The Management Pocketbooks Pocket Correspondence Course

Pocketblog has gone back to basics. This is part of an extended management course.


We are working through a series of blogs, looking at some of the essential models that a project manager will need. We have covered:

Defining a Project

We define a project in terms of its purpose, goal, objectives and scope.

  • Purpose: why we need it
  • Goal: what it needs to achieve
  • Objectives: the constraints we must meet
  • Scope: The breadth and depth of the work to be done

Objectives come in Three Flavours

Objectives set constraints we must meet: time, cost and quality parameters that define our priorities. Once all of these are fixed, we can think of them as occupying three corners of a rigid triangle: the time-cost-quality triangle.

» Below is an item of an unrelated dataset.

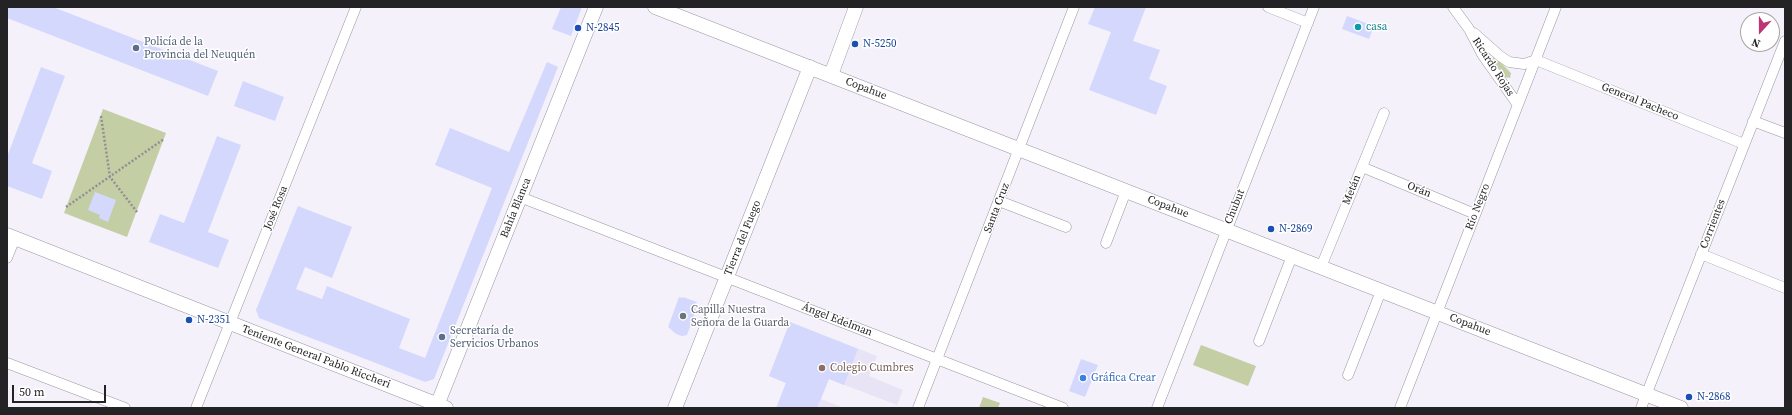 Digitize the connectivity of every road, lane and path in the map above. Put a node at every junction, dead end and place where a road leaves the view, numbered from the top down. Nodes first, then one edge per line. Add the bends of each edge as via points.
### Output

The Triple Constraint - The Time-Cost-Quality Triangle - The Iron Triangle - The Triangle of Balance

This is also known by other names, the most useful of which is the Triple Constraint. Because once you have a plan, any attempt to change one corner…

  • to reduce the cost
  • to speed up delivery
  • to improve performance

… will only be possible if you are prepared to compromise one or both of the other two corners.

The important thing about the Triple Constraint is that it never tells you what to do – your primary and secondary time, cost or quality objectives must be your guides. But it will always show you clearly what your choices are.

An example…

You want your IT system to produce management data more quickly than it is specified to? Well that is okay. It can, as long as you are prepared to either:

  • Compromise on budget, spending more on the system and on the people and systems that feed it with data  –  or
  • Compromise on performance and accept either a reduced data set focused on the most important figures, or reduced data quality, giving first estimates only, based on the most material information, but awaiting the precision of the full information.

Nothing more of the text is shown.